Normally, client auth is not allowed on a PKI-class ciphersuite, if the server has not performed server auth. (In a mix of PKIand non-pki ciphersuites -during a change-ciher-spec between the two - things are admittedly more ambiguous.)

On a PKI-class limited renegotiation case (or a session resumption case), server auth is implied, of course - assuming both enc and mac ciphers mechanism are not NULL.

For SSL3 using the RSA ciphersuites, one can ask for client auth on handshake#2, without having provided server cert chain on that second 'shake; server auth being established in the TLS resumed session (and renewed Connection) state.

(I've still simply (and honestly) no idea what TLS1.0 TLS1.1 (or either of those stds with their "RFC updates" demands) being entirely different beasts to SSL3.)

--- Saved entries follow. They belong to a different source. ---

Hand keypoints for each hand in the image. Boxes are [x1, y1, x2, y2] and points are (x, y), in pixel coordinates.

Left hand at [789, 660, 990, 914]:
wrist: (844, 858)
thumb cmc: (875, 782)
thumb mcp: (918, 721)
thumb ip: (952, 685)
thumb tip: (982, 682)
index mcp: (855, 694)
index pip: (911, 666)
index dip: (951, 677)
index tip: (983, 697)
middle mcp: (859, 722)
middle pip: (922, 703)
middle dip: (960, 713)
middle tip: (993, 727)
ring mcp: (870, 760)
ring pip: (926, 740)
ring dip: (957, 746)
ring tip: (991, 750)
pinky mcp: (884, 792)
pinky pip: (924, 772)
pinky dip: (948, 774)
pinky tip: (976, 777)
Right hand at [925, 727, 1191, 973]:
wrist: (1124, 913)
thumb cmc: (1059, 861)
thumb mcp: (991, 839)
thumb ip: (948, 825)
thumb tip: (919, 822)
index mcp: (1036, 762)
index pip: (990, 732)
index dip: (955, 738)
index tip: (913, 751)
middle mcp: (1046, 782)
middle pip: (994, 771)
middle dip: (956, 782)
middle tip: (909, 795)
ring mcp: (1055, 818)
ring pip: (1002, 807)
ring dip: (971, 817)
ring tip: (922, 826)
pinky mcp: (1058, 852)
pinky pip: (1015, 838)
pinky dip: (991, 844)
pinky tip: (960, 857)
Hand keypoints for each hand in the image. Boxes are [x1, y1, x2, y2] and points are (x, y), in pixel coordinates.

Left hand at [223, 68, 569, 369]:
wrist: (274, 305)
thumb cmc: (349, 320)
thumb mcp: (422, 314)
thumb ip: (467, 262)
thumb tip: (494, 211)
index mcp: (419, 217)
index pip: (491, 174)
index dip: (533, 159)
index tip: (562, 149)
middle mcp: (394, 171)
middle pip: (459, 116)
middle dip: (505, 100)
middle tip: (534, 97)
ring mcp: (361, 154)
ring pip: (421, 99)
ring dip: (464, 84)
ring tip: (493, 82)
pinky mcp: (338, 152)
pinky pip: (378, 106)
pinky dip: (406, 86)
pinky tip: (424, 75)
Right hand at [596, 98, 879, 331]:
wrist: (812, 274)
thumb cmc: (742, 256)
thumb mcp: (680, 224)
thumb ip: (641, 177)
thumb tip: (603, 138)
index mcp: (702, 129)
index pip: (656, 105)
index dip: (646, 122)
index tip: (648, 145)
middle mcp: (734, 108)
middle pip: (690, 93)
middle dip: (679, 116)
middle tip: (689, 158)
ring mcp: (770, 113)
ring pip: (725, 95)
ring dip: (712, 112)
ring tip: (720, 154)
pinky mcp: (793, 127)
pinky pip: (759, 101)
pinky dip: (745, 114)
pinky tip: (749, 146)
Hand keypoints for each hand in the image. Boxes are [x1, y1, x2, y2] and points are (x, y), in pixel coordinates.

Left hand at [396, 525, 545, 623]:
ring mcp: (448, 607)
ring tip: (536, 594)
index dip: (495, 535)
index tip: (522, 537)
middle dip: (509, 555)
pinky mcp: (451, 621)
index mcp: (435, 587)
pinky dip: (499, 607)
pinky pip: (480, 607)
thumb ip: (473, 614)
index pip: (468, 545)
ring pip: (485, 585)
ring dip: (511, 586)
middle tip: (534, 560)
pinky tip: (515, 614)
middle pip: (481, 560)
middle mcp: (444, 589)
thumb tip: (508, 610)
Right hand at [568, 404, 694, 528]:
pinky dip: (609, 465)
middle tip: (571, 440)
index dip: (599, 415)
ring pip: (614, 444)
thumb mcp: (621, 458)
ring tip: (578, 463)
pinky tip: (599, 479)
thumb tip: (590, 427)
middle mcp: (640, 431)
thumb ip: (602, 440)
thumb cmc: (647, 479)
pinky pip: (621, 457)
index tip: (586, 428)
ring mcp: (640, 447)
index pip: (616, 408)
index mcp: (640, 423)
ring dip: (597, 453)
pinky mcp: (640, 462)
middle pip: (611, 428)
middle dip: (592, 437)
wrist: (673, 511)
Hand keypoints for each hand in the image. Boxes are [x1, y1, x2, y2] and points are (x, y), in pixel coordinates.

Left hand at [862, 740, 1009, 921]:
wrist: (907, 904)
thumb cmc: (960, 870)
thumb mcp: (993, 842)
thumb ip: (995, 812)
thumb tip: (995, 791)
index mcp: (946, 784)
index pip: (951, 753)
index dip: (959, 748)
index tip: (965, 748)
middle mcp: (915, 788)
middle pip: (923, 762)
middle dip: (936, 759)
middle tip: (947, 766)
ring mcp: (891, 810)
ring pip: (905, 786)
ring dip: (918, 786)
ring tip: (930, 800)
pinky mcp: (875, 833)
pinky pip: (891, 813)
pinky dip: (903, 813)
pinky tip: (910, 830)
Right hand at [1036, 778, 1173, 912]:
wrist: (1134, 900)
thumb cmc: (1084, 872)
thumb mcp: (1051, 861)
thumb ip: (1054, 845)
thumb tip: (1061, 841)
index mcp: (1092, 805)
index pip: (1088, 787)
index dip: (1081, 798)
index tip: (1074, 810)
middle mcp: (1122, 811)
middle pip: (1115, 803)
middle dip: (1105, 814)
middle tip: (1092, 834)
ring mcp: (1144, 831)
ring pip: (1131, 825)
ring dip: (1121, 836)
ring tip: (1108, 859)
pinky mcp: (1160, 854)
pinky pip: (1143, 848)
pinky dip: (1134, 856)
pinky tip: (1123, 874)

What https requires - and then what SLS3/TLSx.y+upd. requires - are of course different things. By virtue of its definition, https or other "SSL application" gets to set what the usage profile and the cert requirements are for an SSL/TLS layer 4.51 port. "Usage profile" includes: constraints on cert contents, cert chains rules,root certs, TLS transport handling, handling of cleartext and SSLtext data upon TLS upgrade/downgrade events (LDAP, HTTP1.1). By analogy, the implementor of https gets to set rules like: (1) client cert always requires a new handshake, even on the same TLS Transport connection (2) new server auth via certs is also required, on that second round


----- Original Message -----
From: "Bodo Moeller" <bmoeller@xxxxxxx>
To: "Martin Rex" <martin.rex@xxxxxxx>
Cc: <tls@xxxxxxxx>
Sent: Wednesday, December 20, 2006 4:36 AM
Subject: Re: [TLS] Comments on TLS identity protection

On Tue, Dec 19, 2006 at 10:15:01PM +0100, Martin Rex wrote:

However, as you say in most cases the request for client auth
is contingent upon seeing the request and so a rehandshake is
required here in any case. A one-pass protocol wouldn't work
here.

I had the same thought but completely failed to point this out.

In the not uncommon case with IIS renegotiating after having
evaluated the HTTP(S)-request, [...]

This, by the way, applies not only to IIS servers.  The Apache HTTP
server with mod_ssl can also be configured to request client
certificates only for specific requests, which of course is achieved
through a renegotiation.  This approach is reasonable not only for
HTTP applications: An SMTP server supporting TLS might perform
certificate-based client authentication only when used as a mail
relay, and finish without attempting client authentication if
a connection only involves local mail delivery.